Terminating a hosting lease

Sometimes, despite your best efforts to find a good web host, you end up on a service that doesn’t live up to its promises. Maybe the problem isn’t the host at all – maybe your website has just outgrown the plan you started on. Maybe the web host has new ownership that doesn’t take care of customers like the old ones did. Maybe you’ve learned a lot about web development and you’re ready to focus on performance and speed instead of ease of use.

Whatever the reason is, don’t worry. This isn’t like signing an apartment lease where you’re on the hook even if you walk away.

The main thing to focus on is making sure you’ve got all your data and the websites can be successfully moved to their new destination.

Back it up

In basic terms, you’ll need to move all of your website’s data from the old hosting provider to the new one. As far as physical files on the server’s hard drives, this comes down to two categories: files and databases.

Downloading files

With an sFTP or SSH client like MobaXTerm, downloading the files from your web server is simple. Just log in to your fileserver with the provided user name and password, and click to download. The website’s files will be located in a folder named something like “public_html” or “www”. You can create a local folder then select all to download a copy of that directory to your hard drive at home. Depending on your internet connection and the number of files to be downloaded, this can take a while. Just be patient and soon you’ll have a good start to a website backup.

Exporting the database

Downloading files from a web server is usually pretty straightforward, but extracting and exporting databases can be a little trickier.

Some hosts have SQL management servers in their admin panels. CPanel, for example, has a whole section dedicated to it. You can also set up your own SQL interface with PhpMyAdmin. If you’ve got root access, you can log in to the machine and directly in to the SQL command line. From my experience, this method seems intimidating but it actually produces the best results. Databases exported through third party software may seem easier, but there is a higher chance of file corruption that can interrupt your migration plans.

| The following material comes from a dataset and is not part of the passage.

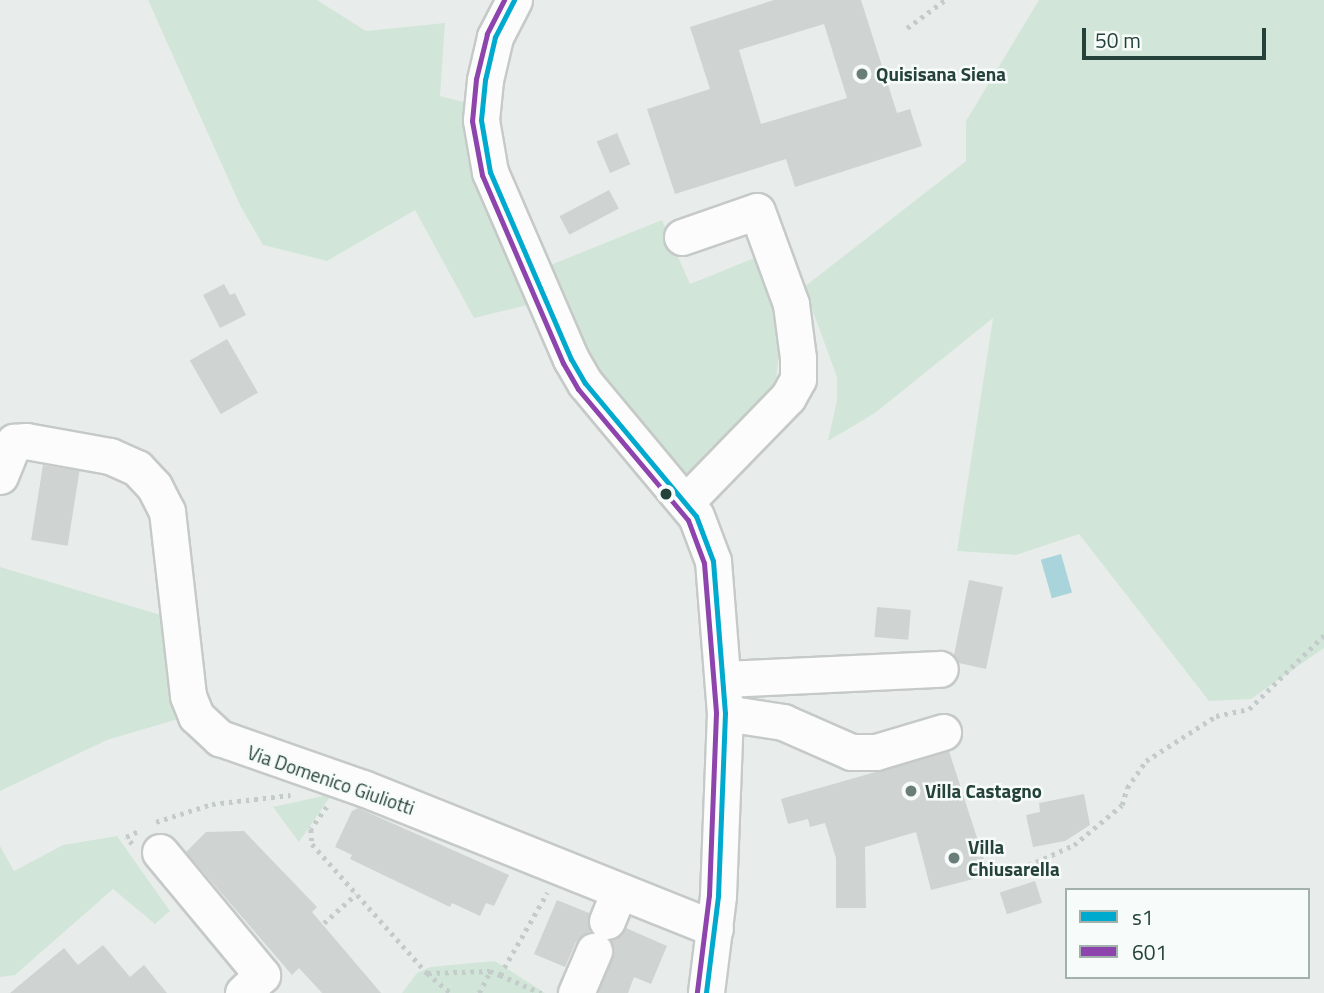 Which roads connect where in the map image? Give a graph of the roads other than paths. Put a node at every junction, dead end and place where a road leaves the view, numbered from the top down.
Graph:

Or is there an app for that?

For some website software, like WordPress, there are plugins that will take care of all that for you. Addons like All-in-one-WP-Migration and Duplicator will create a compressed archive of every file that comprises your website – and automatically install it at your new hosting location. Be sure to check out the fully automated options! While they are very specific, they are also very powerful.

Update your address

When the files have been moved and database has been imported at the new destination, it’s time to update your website’s address records. The DNS for your domain will still be pointed at the old host, so that’s what people will be seeing. Update that record to point to the new web host’s domain name servers, and within the span of a few hours to a day you should start to see your traffic routed to the new destination. Be sure to refresh, check in incognito mode, or delete your cached files if the DNS update doesn’t seem to be propagating after a while!